### Work instructions
Please copy out every line in the records below that includes the word "graph".

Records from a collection
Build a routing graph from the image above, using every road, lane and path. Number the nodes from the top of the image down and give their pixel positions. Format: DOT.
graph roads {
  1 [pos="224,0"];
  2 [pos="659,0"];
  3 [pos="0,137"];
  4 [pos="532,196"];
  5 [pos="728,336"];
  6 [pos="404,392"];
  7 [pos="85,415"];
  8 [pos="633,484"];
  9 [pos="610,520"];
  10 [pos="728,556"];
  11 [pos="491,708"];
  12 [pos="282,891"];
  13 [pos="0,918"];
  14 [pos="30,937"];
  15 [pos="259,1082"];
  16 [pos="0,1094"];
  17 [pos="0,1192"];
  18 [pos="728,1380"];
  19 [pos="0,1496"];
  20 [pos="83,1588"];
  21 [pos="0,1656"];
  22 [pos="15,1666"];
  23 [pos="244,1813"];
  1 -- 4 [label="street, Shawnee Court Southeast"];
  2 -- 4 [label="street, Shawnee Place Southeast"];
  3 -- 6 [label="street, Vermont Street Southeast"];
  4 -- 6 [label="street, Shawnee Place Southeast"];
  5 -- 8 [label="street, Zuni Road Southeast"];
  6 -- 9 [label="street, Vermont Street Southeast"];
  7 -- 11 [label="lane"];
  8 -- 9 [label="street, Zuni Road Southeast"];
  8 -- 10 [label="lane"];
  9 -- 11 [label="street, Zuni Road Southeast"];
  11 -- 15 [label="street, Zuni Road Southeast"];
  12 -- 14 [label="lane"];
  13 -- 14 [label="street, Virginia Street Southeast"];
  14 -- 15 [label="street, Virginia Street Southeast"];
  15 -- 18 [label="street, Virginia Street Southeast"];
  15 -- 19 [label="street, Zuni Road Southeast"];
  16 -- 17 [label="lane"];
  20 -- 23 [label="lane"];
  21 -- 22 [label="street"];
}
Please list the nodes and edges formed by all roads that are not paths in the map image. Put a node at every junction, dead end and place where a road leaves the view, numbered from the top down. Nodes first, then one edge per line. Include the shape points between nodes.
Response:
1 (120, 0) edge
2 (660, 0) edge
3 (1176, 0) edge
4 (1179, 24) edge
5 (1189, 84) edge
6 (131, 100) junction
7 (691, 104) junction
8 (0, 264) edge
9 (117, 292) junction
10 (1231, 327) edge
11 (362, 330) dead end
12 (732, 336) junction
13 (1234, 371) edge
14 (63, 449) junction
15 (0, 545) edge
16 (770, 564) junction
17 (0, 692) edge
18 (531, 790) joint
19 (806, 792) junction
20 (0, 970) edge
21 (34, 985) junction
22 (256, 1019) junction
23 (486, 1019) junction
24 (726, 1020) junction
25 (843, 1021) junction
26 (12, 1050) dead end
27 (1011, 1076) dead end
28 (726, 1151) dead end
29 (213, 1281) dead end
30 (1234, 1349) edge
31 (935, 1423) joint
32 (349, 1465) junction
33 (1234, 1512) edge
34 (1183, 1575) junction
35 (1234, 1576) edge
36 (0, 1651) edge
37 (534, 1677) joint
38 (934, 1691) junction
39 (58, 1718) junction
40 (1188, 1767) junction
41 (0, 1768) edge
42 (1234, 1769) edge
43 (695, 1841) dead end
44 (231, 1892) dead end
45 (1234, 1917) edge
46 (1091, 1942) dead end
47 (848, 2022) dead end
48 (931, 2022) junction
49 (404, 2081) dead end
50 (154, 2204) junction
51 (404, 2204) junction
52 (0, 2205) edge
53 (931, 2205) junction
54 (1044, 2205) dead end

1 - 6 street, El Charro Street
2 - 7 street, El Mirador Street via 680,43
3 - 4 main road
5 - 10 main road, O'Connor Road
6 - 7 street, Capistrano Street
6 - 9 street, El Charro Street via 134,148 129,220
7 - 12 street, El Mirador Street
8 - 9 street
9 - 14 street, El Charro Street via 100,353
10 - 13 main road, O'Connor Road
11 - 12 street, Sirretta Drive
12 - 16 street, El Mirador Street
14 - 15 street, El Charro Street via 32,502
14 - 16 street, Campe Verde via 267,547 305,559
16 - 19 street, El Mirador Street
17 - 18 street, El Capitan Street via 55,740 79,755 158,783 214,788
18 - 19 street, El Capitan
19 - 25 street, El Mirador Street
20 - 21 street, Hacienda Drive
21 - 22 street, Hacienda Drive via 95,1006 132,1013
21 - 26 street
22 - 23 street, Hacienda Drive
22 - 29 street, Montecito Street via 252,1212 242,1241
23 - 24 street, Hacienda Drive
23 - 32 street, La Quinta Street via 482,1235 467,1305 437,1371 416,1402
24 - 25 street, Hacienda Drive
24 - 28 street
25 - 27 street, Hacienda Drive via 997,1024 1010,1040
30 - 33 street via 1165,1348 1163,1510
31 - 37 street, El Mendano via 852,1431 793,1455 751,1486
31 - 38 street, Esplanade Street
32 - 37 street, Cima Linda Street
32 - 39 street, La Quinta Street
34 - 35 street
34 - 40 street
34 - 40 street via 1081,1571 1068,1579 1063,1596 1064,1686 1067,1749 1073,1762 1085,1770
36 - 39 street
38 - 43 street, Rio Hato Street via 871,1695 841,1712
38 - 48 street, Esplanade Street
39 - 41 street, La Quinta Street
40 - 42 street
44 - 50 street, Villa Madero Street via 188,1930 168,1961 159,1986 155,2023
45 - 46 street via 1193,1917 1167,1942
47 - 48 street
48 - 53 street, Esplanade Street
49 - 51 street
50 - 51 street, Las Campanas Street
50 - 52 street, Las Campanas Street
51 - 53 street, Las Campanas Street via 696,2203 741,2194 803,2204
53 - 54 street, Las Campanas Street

### Answer section
Build a routing graph from the image above, using every road, lane and path. Number the nodes from the top of the image down and give their pixel positions. Format: DOT.
graph roads {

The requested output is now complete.